The first operation in every IC stub is to increment its entry count. We reset entry counts for existing stubs when prepending a new stub to the chain. Therefore, when WarpOracle is creating a snapshot, if we see an IC chain where the second stub has entry count 0, we know that the most recently attached stub has always succeeded. (Note that the second stub will often be the fallback stub.) In this case, WarpOracle speculatively assumes that the CacheIR sequence associated with that stub will continue to succeed, and take a CacheIRSnapshot of that stub. WarpBuilder will use WarpCacheIRTranspiler to turn the CacheIR for that stub into MIR, effectively inlining that stub into the bytecode.

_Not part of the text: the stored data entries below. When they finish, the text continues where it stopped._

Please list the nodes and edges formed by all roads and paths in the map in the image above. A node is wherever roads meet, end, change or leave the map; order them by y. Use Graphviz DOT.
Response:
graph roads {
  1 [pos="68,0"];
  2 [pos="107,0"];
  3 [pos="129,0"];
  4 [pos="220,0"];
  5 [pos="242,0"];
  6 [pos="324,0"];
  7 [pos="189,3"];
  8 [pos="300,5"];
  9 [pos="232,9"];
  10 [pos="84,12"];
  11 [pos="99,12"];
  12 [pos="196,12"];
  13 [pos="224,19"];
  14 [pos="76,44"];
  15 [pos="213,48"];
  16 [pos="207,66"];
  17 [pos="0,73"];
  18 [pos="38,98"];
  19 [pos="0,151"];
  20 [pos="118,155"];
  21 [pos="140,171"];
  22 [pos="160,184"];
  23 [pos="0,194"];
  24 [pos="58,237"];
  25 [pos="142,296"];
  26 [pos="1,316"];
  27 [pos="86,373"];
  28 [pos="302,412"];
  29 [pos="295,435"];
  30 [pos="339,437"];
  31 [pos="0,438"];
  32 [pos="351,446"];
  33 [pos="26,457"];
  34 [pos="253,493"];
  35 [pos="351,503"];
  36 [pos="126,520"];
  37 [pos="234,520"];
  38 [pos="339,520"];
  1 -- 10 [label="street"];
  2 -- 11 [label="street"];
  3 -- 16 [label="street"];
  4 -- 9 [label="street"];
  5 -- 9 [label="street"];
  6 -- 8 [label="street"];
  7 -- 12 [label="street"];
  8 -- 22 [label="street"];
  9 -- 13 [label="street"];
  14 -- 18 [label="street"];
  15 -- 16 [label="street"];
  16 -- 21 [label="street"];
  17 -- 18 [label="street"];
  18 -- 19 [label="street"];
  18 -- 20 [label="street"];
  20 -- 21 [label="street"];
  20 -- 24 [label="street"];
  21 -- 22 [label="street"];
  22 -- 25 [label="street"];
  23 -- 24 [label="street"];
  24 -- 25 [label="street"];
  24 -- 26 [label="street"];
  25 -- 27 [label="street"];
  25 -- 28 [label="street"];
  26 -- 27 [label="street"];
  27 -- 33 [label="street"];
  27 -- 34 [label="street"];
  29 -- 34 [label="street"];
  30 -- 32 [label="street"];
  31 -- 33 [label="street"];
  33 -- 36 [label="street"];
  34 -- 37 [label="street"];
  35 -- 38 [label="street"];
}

This design allows a single source of truth for most of our speculative/dynamic optimizations: a CacheIRGenerator can specify the correctness conditions for an operation in a single place, and the rest of the pipeline only needs to understand each op in isolation. It also allows for mechanical rewriting of CacheIR sequences: see, for example, “Stub Folding”, which folds multiple stubs with the same CacheIR that only differ in a single GuardShape stub field together into a single new stub using a GuardMultipleShape op.
In baseline ICs, stub fields are stored in the ICStub itself (along with a pointer to the jitcode, a pointer to the next stub, the entry count, and so on). This means that we can generate a single piece of jitcode for a given CacheIR sequence and reuse it with many different values of stub fields, significantly reducing our compilation overhead. Ion ICs bake stub field values directly into the generated code; this theoretically allows us to generate faster code, but is probably a mistake. In the long run, we would like to share Ion ICs with the same CacheIR in the same way as baseline ICs.
CacheIR ops are defined in CacheIROps.yaml, which is consumed by GenerateCacheIRFiles.py to generate all of the per-op boilerplate. Adding a new CacheIR op only requires a) changing the yaml file, b) implementing the op in either CacheIRCompiler.cpp (shared) or BaselineCacheIRCompiler + IonCacheIRCompiler.cpp (non-shared), c) implementing the op in WarpCacheIRTranspiler.cpp, and d) using the op in a CacheIRGenerator in CacheIR.cpp. If the op can’t be implemented using existing LIR/MIR nodes, it may also require changes in MIROps.yaml, Lowering.cpp, and CodeGenerator.cpp. If the generated jitcode is sufficiently complicated, it may be worthwhile to define it once in a helper in MacroAssembler.cpp and use it in the CacheIRCompiler / CodeGenerator code.